LE SOUS-PRÉFET. Du fond des Hautes-Alpes. Mon envoi dans ce riant pays a été une récompense... dont, avant d'avoir vu votre famille, Monsieur, je ne savais pas tout le prix.

M. DE NOIRVILLE. - Vous êtes trop poli, Monsieur.

MARGUERITE. Ce n'est pas moi qui dirai du mal de l'administration, ni qui aurai le droit de lui faire de l'opposition. Il paraît que je suis destinée à être toujours sauvée par des sous-préfets.

LE SOUS-PRÉFET. Vraiment, Mademoiselle? un prédécesseur aurait eu le bonheur...

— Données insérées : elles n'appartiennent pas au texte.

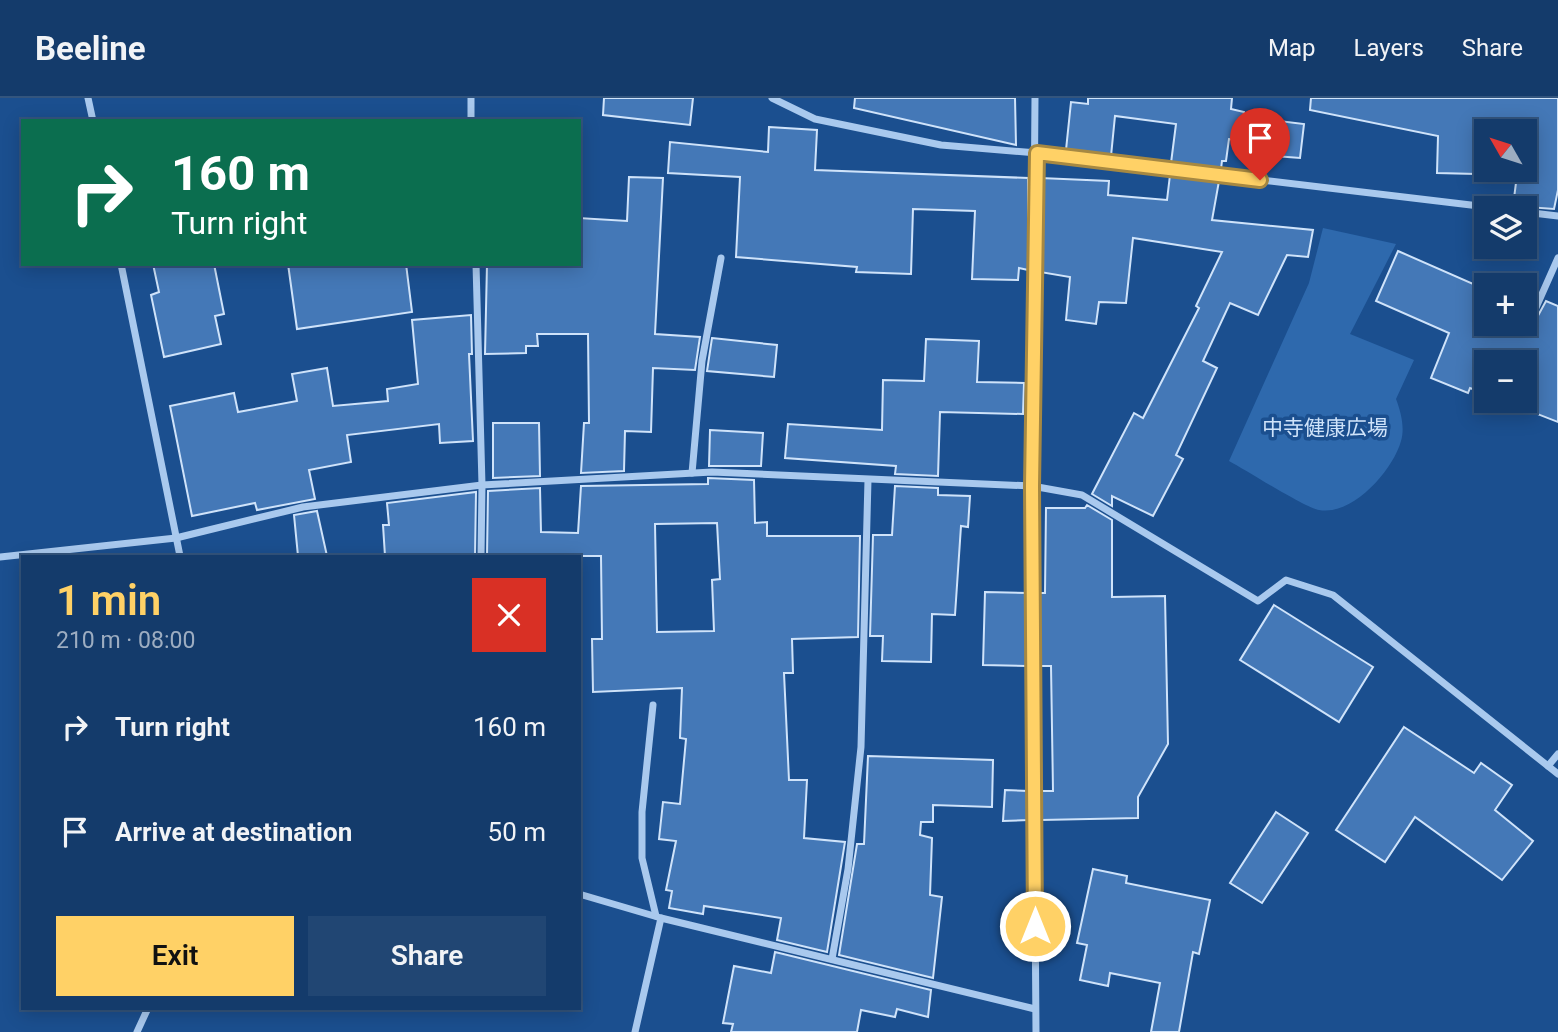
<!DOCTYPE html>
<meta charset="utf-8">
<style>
:root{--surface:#143b6b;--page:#214673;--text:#f1f3f6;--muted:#9dadc1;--line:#33557e;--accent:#ffd166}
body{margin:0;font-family:Roboto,"Noto Sans JP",sans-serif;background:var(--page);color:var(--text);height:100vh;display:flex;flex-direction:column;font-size:26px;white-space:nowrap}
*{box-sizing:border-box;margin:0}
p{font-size:23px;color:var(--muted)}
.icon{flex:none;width:38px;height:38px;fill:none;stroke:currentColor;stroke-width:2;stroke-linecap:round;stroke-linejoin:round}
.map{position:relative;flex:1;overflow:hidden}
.details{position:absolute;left:21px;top:457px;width:560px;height:455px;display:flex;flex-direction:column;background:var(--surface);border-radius:0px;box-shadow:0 4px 18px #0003,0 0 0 2px var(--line)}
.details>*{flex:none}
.top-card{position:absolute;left:21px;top:21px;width:560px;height:147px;border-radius:0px;box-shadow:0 4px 18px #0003,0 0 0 2px var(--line);background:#0b6e4f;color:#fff;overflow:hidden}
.needle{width:46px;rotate:309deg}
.fabs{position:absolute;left:1474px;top:21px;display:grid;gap:14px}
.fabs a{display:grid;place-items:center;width:63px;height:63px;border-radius:0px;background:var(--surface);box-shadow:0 4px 18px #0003,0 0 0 2px var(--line);font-size:35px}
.pin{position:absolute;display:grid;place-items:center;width:60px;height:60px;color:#fff;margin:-72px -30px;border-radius:50% 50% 50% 0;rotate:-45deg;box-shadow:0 0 7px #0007}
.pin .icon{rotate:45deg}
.me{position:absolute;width:77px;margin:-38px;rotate:0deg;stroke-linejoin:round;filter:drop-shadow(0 0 5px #0008)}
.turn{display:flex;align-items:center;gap:24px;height:147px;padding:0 35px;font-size:32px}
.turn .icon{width:91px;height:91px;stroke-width:2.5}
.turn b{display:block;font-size:49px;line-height:60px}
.round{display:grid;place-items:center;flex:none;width:74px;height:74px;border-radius:0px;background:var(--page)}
.overview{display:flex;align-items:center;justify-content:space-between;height:119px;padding:0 35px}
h1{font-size:42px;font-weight:600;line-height:52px;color:var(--accent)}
.button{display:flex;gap:14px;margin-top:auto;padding:14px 35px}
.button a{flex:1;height:80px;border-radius:0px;background:var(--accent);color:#111;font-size:28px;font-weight:600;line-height:80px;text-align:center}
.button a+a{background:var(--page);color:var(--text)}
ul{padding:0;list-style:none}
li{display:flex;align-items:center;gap:21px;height:105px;padding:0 35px}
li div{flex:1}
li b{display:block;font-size:26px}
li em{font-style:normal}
header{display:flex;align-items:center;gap:42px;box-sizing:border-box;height:98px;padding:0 35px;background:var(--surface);border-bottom:2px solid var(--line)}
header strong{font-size:33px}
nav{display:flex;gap:38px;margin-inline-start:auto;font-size:24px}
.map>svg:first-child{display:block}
</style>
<header>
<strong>Beeline</strong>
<nav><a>Map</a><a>Layers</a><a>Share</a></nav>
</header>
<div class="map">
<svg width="1558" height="934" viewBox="0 0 1558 934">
<rect width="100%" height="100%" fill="#1b4f8f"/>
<path fill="#2e69ad" d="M1323,130l73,16 -46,90 64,26 -18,39c5,13 9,29 5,42 -8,29 -48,75 -82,69 -14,-2 -73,-40 -90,-49l80,-178z"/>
<g fill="#4478b7" stroke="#cfe3fa" stroke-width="2" fill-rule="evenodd">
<polygon points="604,0 693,0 690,27 603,17"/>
<polygon points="855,0 1015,0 1016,47 854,10"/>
<polygon points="1088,0 1232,0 1231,11 1244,14 1241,42 1229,41 1226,63 1222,63 1221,71 1171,65 1176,26 1115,18 1111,58 1066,52 1071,4 1088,6"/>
<path d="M1311,0h247v92l-4,19 -41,-3 4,-31 -80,-2 1,-37 -128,-26zM1486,33h38v39h-38z"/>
<polygon points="1279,23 1304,26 1300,60 1275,58"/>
<polygon points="769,29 817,32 815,72 1028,80 1028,172 1019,170 1018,182 972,181 975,113 913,111 911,176 856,174 857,169 736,159 740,79 668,75 670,44 768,54"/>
<polygon points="1170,77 1219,83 1212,122 1313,132 1308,159 1287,157 1258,217 1230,205 1203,263 1217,270 1176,357 1183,361 1153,418 1112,398 1112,408 1092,396 1134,315 1143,320 1199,210 1196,208 1222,154 1133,140 1126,205 1099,204 1096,226 1066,222 1070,179 1040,174 1041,80 1109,83 1108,97 1167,102"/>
<polygon points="629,79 663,80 655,236 700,239 695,272 653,270 651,334 625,333 624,373 581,375 584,325 589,325 588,236 537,236 538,248 526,248 526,255 485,256 487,166 579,166 579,120 627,123"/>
<polygon points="1398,153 1473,186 1477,177 1505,187 1486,187 1486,226 1522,226 1521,235 1527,238 1546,203 1558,208 1558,324 1504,303 1524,303 1524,264 1486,264 1486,296 1470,290 1468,295 1431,280 1449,235 1376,203"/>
<polygon points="153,166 214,166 224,216 215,218 221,246 164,259 151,197 159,194"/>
<polygon points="288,166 406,166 412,214 297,231"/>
<polygon points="471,217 472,256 469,256 473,343 440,345 439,326 347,337 351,364 309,372 315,401 257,412 255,405 192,418 170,308 234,295 238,314 297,303 292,276 327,270 333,308 388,303 387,291 418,286 412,222"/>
<polygon points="712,240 777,247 774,279 707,273"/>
<polygon points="926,241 979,243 977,284 1024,285 1023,316 940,314 938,378 895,376 896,368 785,360 788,326 882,332 883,282 924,283"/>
<polygon points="493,325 539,325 540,378 493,380"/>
<polygon points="710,332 763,335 761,368 709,368"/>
<path d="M708,380l46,2 1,43 12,-1v14h93l-2,101 -66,2 1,34h-9l5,107h18l-3,58 41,4 -18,110 -50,-12 4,-22 -77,-12 -1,8 -34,-6 3,-17 -6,-1 10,-49 -17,-2 4,-37 17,2 6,-65 -6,-1 2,-50 -89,4 -1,-53h10l-1,-83h-114l1,-65 52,-3 1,44 37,1 3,-47 127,-2zM717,425l3,56 -8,1 2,51 -57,1 -2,-108z"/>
<polygon points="895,388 938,390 938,397 970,398 968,429 961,428 955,517 932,516 931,564 882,563 883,538 870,538 873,437 892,437"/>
<polygon points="476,394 475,458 385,458 383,427 389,427 387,405"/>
<polygon points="1087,407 1112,422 1112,499 1165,498 1168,646 1138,699 1138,720 1041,722 1040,693 1053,693 1051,568 1039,568 1039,495 1045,495 1046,410 1085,410"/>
<polygon points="317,413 327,458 298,458 294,417"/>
<polygon points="985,494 1027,495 1027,568 983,567"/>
<polygon points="1274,507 1373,569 1339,624 1240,562"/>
<polygon points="1404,629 1474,675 1481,665 1512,687 1495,712 1533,743 1502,782 1415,719 1385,764 1336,732"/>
<polygon points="868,658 993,662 992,709 933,707 933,724 921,724 920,737 932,740 930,797 942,799 933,880 839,857 857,746 864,746"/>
<polygon points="1005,692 1028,693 1028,722 1003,723"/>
<polygon points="1276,714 1308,735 1262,805 1230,785"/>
<polygon points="1093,771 1127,778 1126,785 1210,802 1199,856 1193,854 1179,934 1151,934 1160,885 1110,875 1108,888 1080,882 1087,847 1077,845"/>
<polygon points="775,854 931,892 928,919 897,911 895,919 861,912 857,934 731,934 733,926 723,925 734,868 771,875"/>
</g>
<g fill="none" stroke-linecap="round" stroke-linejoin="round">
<g stroke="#a9c9ee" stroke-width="7">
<polyline points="88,0 93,23"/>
<polyline points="471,0 471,23"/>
<polyline points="772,0 815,21 941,47 1037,55 1496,110"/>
<polyline points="1035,0 1032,388 1036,934"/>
<polyline points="1524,114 1558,118"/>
<polyline points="121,166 180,458"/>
<polyline points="476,166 482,387 481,458"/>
<polyline points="1526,232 1558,160"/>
<polyline points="692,375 702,263 721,160"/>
<polyline points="0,459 176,440 303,409 482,387 712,374 1032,388 1082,397 1258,503 1286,482 1333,497 1558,676"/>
<polyline points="653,607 642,714 642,760 656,818"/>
<polyline points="1548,668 1558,656"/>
<polyline points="579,796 661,820 1035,911"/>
<polyline points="832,861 848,771 861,649 868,382"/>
<polyline points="137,934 148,910"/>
<polyline points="635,934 661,820"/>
</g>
</g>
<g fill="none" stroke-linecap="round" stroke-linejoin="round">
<defs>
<polyline id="route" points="1035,828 1032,388 1037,55 1260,82"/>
</defs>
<use href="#route" stroke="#a68842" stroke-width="18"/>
<use href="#route" stroke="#ffd166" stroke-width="12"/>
</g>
<g text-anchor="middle" stroke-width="7" stroke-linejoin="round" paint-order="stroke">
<g font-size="21" fill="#cfe3fa" stroke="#1b4f8f">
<text x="1325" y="337">中寺健康広場</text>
</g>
</g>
</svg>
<div class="fabs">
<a><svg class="needle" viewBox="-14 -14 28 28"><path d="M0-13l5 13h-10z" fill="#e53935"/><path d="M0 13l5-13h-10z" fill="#9dadc1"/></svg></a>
<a><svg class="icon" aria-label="layers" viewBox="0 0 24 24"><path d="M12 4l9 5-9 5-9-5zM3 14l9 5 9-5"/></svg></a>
<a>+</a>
<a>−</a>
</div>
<div class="pin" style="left:1260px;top:82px;background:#d93025"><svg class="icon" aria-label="arrive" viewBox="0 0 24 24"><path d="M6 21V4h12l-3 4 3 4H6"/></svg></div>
<svg class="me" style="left:1035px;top:828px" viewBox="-20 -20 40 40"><circle r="17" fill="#ffd166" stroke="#fff" stroke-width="3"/><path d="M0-11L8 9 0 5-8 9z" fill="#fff"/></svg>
<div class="top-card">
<div class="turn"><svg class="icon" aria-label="right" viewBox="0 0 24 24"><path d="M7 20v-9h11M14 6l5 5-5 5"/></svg><div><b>160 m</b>Turn right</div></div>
</div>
<section class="details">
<div class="overview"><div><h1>1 min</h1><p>210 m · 08:00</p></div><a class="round" style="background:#d93025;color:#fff"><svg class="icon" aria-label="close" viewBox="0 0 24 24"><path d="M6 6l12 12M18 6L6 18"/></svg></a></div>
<ul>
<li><svg class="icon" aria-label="right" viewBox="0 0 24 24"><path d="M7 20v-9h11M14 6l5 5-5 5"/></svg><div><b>Turn right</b></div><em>160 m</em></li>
<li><svg class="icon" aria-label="arrive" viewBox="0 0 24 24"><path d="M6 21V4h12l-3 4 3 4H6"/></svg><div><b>Arrive at destination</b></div><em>50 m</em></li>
</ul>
<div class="button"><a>Exit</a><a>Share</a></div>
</section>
</div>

MARGUERITE.Figurez-vous qu'il y a deux mois, M. de Landelle devait dîner au château ; je rentrais d'une promenade à cheval avec mon père; je ne sais quel accident se produit, mon cheval se retourne, prend le mors aux dents et m'emporte sans que je puisse le maîtriser; je me sentais en grand danger. M. de Landelle arrivait précisément à pied, il se jette à la tête du cheval et l'arrête, non sans avoir été traîné sur la route et assez gravement contusionné. LE SOUS-PRÉFET. Vous me forcez à regretter de n'avoir pas même risqué une égratignore, ni un rhume de cerveau. Mais si vous voulez essayer une seconde fois de venir à la rencontre du souspréfet sur un cheval emporté, je jure que vous ne trouverez pas l'administration moins dévouée.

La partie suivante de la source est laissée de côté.